Шямсяддин служил хорошо. Присяге был верен. Много дорог прошел он за эти годы в составе Красной Армии, мерз в тайге, изнывал от жары в Туркестане, трижды был ранен, но каждый раз, подлечившись, возвращался в строй. Сколько раз предлагали ему демобилизоваться, но отказывался Шямсяддин, решив связать свою судьбу с армией. Ни разу не усомнился он в правоте творимого дела, пока однажды в Даш Салахлы (в селе, что раскинулось у подножия горы, знаменитой на всю округу своим плачущим родником Дамджылы, что мелким, моросящим дождем столетиями капает из-под свода пещеры в каменную ванну, а затем тонкой струйкой стекает в долину) не пришлось ему участвовать в расстреле "враждебных элементов". Взвод, в котором он служил помощником командира, в тот год направили в Казах, небольшой городок, расположенный на полпути из Гянджи в Тифлис. Уже на третий день его приезда их направили в это село. Пришло сообщение, что местные кулаки хотят поднять бунт против Советской власти. Сообщил об этом один из местных, подлостью решивший угодить новой власти. Сообщил тайно, быть узнанным, и тогда не жить ему и его родным отныне в этих краях, проклянут его люди. Правда была в его донесении или нет, не узнал никто, а может, просто мстила подлая душа своим более удачливым соседям, завидовал он им всегда, завидовал во всем, и вот настал наконец для него счастливый миг отмщения. Настало его время. И если в первые годы Советской власти, такие люди еще скрывались, стыдились, боялись людского гнева, постепенно они приобретали власть. С каждой новой жертвой, с каждым высланным из родных мест человеком крепла их сила, и, наконец, уже в тридцатые годы, подняли они свои головы, и ужаснулись тогда люди, глядя на них. Не боялись эти люди отныне никого, забыли Аллаха, продав душу свою дьяволу. Но не светило этим нелюдям отныне Солнце. Тьма поглотила их душу. Их и их потомков. Плакали в будущем горькими слезами их потомки за позор предков своих. А сами они судимы были дважды - людским и божьим судами.

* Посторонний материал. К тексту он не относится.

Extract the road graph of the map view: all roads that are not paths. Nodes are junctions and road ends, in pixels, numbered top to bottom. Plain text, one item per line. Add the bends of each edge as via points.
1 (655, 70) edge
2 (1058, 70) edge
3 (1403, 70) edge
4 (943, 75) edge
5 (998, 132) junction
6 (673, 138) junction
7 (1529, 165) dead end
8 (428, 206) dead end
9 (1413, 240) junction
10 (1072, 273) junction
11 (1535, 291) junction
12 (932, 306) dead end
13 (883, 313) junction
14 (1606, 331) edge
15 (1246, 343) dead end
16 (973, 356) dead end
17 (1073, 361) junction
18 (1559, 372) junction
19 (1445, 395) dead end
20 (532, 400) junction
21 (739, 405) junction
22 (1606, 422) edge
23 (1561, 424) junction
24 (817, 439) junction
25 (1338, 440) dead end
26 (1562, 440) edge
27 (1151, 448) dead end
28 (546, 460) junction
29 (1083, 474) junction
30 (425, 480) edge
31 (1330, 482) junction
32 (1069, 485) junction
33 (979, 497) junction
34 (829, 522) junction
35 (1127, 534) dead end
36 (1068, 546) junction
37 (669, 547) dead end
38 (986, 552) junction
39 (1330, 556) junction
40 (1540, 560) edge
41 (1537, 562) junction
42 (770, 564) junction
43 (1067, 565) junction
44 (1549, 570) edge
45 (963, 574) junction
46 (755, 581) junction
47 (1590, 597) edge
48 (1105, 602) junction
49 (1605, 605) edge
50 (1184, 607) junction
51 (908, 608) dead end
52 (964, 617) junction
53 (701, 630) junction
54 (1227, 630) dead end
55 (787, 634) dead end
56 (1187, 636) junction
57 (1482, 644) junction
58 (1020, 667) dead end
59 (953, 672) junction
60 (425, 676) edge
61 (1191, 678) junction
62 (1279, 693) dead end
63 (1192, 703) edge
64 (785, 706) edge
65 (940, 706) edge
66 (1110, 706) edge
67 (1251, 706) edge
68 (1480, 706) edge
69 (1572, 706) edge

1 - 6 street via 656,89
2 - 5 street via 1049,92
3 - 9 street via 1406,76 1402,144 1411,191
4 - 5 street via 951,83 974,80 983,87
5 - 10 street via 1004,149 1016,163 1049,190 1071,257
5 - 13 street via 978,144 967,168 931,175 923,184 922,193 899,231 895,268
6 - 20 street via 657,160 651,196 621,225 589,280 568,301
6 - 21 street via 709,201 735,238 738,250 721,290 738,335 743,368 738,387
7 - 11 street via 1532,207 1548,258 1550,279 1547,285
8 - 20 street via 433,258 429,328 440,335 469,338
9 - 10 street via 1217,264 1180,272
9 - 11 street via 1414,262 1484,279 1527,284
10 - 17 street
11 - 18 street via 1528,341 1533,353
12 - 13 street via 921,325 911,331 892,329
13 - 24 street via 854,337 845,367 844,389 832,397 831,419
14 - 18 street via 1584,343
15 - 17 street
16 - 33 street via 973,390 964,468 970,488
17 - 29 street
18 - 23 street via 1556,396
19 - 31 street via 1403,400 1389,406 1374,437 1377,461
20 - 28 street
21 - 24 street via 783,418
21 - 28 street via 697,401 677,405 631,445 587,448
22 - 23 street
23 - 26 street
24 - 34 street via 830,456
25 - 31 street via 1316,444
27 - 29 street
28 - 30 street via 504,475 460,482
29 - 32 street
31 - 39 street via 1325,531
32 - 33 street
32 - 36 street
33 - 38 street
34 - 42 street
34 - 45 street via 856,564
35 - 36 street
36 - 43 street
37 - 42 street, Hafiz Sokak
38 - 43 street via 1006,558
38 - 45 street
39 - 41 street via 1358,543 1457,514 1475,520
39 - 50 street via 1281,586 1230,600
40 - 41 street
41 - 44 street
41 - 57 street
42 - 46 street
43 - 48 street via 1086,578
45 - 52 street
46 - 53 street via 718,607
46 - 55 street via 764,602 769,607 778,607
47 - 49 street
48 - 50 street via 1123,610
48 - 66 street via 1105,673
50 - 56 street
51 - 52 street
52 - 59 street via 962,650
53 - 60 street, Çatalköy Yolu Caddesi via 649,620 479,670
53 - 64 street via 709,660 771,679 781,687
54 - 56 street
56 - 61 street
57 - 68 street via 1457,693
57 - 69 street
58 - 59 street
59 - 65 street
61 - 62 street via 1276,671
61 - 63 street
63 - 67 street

Именно в тот день, перед ноябрьскими праздниками 1924 года, усомнился Шямсяддин в правоте своей. Людей, а их было трое, вели через все село к зданию сельсовета, расположенному на небольшой площади, рядом с единственной на селе керосинной лавкой Джабраила. Сейчас лавка была закрыта, а сам Джабраил вместе с двумя своими товарищами, так же избитыми, с опухшими лицами и в окровавленной одежде проходил мимо нее. На лавку свою он даже не оглянулся. Не отрываясь, смотрел он на жену свою и на детей, что бежали рядом, и ничего не понимал. За что Аллах прогневался на него, что плохого сделал он этим пришлым людям в военной форме, что оторвали его от семьи. Разве грешно честно торговать? Это единственное ремесло, которым он владел. И отец его, и дед были купцами, и никто никогда не попрекал их этим. Что надо было от него этим людям, он так и не понял. Не слышал он ни о каком заговоре, да и о самой Советской власти он знал немного. В стороне он был от этого всего. Но не все равно было людям, которые допрашивали его. А когда боль стала невыносимой, заплакал от обиды Джабраил и сдался. Со всем согласился он, только бы не возвращалась эта боль. И его действительно оставили в покое. Успокоился Джабраил, думал, все плохое кончилось, и разберутся люди во всем и отпустят его домой. Не отпустили, а вели его сейчас на расстрел, и не верилось ему, что это может случиться.
Другие двое шли молча и смотрели себе под ноги. Старший из них, Гаджи Рагим-ага, тяжело передвигал ноги, замучила его подагра, каждый шаг ему давался с трудом. И в тот день, когда забирали его, жена его Саялы парила ноги ему. После таких горячих ванн боль на время утихала, а если еще помазать ноги мазью, что приготовила и прислала сестра Джаваир, да укрыться на ночь теплым одеялом, становилось так хорошо, что забывал он о годах своих. Сейчас боль была столь ужасной, что скорей хотелось ему дойти до места, чтобы вся эта мука наконец закончилась. Его особо не допрашивали, просто он родился Агой, хозяином этого села, а значит, врагом новой власти.
Третий, самый молодой, Фирудин, был лет тридцати от роду, сильный, высокий мужчина. Его били дольше всех, правый глаз его уже не открывался, и вся щека его была сплошным синяком. Знали его в селе как крепкого, зажиточного крестьянина, не боявшегося сказать правду, даже если кому-то это не понравится. Он шел молча, опустив голову, только иногда он поднимал ее и тихо, почти шепотом, говорил:
- Это все, дело рук Маиса. Оклеветал он меня. Нет вины на мне.